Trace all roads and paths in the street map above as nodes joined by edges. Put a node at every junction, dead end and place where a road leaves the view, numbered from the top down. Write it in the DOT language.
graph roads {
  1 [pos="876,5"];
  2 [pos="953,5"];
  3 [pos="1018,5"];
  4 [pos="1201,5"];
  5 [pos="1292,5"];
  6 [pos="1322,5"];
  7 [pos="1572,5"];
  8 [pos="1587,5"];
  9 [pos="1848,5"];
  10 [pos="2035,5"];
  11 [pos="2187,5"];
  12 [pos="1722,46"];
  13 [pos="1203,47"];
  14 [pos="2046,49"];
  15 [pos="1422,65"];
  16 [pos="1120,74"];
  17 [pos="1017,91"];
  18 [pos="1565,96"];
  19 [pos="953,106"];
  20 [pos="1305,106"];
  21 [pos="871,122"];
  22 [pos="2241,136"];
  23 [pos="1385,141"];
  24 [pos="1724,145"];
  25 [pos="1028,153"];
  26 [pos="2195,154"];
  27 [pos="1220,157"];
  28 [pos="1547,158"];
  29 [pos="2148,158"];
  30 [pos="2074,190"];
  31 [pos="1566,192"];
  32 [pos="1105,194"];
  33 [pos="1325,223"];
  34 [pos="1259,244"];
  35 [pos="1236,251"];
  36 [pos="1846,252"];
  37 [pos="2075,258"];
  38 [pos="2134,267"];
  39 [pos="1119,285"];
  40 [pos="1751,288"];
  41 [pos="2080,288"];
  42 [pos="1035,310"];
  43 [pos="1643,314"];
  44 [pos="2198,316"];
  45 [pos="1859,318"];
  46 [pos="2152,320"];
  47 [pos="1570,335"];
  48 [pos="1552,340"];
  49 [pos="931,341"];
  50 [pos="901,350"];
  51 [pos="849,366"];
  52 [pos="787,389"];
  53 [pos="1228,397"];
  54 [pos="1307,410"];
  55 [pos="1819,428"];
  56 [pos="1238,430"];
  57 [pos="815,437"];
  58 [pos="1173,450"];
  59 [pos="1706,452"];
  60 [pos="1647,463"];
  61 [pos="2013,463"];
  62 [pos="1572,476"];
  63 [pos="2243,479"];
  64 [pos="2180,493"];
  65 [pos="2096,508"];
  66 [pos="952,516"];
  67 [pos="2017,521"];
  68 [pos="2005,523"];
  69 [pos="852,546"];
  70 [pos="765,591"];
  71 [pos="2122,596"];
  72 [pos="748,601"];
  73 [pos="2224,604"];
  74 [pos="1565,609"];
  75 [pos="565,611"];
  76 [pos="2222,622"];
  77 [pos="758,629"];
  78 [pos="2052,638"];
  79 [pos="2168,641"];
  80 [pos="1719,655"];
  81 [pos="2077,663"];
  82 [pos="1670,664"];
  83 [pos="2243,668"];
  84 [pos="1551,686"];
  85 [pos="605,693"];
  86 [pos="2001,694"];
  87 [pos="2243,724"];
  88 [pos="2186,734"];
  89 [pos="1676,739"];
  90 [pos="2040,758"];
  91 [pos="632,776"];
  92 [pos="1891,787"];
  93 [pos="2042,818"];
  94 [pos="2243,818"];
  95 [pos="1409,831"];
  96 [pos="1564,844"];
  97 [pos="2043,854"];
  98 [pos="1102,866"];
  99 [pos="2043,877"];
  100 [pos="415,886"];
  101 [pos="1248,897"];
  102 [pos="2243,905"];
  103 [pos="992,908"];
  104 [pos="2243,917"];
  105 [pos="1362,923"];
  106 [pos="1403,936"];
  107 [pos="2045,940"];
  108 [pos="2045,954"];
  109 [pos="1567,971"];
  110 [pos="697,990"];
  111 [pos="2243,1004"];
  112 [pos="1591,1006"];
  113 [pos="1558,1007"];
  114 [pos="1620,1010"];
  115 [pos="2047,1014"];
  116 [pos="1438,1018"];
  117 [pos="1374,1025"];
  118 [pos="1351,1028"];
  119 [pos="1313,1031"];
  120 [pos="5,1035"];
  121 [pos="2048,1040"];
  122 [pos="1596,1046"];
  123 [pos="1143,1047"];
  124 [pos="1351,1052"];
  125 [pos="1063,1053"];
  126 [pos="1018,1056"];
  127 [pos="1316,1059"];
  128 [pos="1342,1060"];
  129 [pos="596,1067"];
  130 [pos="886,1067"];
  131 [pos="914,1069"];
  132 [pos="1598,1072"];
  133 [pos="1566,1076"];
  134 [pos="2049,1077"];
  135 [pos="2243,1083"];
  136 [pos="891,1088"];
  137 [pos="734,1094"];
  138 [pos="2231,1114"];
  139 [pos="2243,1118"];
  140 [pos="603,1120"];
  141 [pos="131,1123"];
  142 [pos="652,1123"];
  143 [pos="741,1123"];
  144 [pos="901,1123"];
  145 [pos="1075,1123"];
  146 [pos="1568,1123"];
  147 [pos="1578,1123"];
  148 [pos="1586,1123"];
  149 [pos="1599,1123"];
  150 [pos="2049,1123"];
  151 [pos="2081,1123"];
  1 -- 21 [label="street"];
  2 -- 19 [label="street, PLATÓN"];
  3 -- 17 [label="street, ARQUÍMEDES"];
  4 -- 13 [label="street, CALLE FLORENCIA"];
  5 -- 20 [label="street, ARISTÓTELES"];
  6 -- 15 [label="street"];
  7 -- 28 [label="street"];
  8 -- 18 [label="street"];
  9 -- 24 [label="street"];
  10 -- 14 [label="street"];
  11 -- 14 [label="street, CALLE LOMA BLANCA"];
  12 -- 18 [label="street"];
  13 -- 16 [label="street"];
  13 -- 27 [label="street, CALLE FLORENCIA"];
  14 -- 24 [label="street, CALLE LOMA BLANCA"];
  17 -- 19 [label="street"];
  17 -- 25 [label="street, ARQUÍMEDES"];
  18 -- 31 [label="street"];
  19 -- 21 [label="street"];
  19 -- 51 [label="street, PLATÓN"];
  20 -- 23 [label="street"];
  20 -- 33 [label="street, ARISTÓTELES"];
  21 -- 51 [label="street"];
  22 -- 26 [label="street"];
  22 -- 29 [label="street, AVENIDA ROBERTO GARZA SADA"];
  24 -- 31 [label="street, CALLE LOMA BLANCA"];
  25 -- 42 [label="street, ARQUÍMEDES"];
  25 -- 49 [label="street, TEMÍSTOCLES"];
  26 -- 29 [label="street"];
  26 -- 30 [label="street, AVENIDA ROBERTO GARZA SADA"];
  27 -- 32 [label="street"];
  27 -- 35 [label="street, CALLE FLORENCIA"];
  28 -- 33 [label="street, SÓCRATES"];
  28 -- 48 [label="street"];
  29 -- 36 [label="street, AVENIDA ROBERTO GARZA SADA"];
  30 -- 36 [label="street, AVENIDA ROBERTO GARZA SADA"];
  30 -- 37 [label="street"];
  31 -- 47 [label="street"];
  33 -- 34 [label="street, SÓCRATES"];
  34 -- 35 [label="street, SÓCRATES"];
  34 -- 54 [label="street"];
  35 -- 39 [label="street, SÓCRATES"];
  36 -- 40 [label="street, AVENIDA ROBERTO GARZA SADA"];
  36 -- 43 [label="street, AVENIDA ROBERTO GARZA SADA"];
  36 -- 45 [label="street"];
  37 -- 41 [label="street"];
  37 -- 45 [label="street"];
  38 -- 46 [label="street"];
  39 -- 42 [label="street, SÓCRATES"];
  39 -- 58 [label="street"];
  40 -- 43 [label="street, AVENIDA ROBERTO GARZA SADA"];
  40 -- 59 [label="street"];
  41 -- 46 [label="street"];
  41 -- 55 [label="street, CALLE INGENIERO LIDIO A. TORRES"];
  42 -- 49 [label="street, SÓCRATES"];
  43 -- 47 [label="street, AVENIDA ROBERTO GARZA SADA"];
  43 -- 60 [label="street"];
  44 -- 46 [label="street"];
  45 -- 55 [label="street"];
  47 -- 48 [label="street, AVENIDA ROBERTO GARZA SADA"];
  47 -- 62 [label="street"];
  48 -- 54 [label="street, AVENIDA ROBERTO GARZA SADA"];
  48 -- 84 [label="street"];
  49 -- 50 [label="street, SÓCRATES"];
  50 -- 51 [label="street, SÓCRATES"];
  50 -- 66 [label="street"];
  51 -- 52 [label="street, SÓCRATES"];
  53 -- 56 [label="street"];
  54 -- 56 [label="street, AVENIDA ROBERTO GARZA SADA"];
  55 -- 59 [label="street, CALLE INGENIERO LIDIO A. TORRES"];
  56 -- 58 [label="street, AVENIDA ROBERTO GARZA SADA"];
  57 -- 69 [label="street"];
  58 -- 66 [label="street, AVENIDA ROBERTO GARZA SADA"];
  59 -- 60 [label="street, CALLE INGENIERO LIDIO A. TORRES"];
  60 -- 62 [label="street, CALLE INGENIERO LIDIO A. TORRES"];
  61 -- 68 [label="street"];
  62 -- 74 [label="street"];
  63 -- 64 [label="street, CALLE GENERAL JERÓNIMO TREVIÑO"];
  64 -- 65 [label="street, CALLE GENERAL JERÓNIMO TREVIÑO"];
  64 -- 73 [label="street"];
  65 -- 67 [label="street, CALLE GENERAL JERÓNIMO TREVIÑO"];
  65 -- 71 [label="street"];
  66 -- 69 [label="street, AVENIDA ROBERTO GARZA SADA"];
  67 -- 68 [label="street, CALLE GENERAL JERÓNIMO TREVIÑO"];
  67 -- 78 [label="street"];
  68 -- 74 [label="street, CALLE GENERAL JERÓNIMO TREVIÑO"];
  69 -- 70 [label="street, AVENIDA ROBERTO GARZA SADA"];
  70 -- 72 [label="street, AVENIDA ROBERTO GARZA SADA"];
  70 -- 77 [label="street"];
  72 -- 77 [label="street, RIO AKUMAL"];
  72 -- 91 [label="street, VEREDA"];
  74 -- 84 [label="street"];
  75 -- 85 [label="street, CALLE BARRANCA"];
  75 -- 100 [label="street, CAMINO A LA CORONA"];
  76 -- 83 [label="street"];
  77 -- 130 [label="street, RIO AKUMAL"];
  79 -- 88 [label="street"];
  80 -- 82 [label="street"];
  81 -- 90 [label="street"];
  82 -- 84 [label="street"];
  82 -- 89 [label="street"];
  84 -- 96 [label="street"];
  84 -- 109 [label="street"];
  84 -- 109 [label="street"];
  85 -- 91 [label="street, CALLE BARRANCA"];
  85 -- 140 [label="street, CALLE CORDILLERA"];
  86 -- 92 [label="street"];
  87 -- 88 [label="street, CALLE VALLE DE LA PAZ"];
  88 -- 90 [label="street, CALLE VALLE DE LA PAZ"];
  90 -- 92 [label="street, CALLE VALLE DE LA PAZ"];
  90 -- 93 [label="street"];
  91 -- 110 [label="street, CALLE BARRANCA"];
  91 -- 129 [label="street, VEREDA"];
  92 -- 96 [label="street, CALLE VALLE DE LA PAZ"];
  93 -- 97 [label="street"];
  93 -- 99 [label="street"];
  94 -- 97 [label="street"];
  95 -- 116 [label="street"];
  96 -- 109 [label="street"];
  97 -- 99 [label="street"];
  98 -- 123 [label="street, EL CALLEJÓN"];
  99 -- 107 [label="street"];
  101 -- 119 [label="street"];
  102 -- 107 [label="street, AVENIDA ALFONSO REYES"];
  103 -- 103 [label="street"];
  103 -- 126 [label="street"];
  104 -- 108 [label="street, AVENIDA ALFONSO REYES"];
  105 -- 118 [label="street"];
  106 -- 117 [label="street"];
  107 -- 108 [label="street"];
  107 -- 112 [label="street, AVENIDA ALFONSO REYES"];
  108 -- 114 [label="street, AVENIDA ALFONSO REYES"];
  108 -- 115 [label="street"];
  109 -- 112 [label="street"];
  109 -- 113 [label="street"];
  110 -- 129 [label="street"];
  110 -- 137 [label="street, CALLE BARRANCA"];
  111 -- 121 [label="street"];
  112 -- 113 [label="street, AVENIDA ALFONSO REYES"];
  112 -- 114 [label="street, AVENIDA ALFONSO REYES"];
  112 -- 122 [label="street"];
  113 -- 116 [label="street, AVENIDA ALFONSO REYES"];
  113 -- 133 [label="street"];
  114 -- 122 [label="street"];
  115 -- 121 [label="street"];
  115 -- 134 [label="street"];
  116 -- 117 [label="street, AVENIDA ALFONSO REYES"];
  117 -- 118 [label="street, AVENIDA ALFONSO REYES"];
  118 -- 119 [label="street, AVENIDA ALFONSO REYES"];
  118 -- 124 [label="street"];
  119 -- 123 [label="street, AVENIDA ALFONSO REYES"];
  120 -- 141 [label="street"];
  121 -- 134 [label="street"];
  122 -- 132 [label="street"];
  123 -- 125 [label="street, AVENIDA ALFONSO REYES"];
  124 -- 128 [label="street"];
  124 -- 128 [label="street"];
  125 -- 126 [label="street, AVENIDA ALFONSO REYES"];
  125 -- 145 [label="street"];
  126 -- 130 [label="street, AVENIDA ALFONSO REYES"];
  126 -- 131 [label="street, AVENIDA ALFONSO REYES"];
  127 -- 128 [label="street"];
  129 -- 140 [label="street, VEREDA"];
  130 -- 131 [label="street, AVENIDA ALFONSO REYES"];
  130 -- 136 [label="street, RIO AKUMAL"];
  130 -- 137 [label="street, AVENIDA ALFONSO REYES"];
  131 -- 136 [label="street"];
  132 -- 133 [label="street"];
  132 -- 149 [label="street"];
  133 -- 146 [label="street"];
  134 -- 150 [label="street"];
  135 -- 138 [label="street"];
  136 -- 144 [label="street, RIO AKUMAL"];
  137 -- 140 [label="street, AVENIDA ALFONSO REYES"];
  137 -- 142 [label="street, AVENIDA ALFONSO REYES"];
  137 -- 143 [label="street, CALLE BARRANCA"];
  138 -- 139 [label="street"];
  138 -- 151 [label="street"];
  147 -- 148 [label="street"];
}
·····
[WHAT TO PRODUCE]:
List every line from the entries above in which "VEREDA" appears.

[TASK RESULT]:
  72 -- 91 [label="street, VEREDA"];
  91 -- 129 [label="street, VEREDA"];
  129 -- 140 [label="street, VEREDA"];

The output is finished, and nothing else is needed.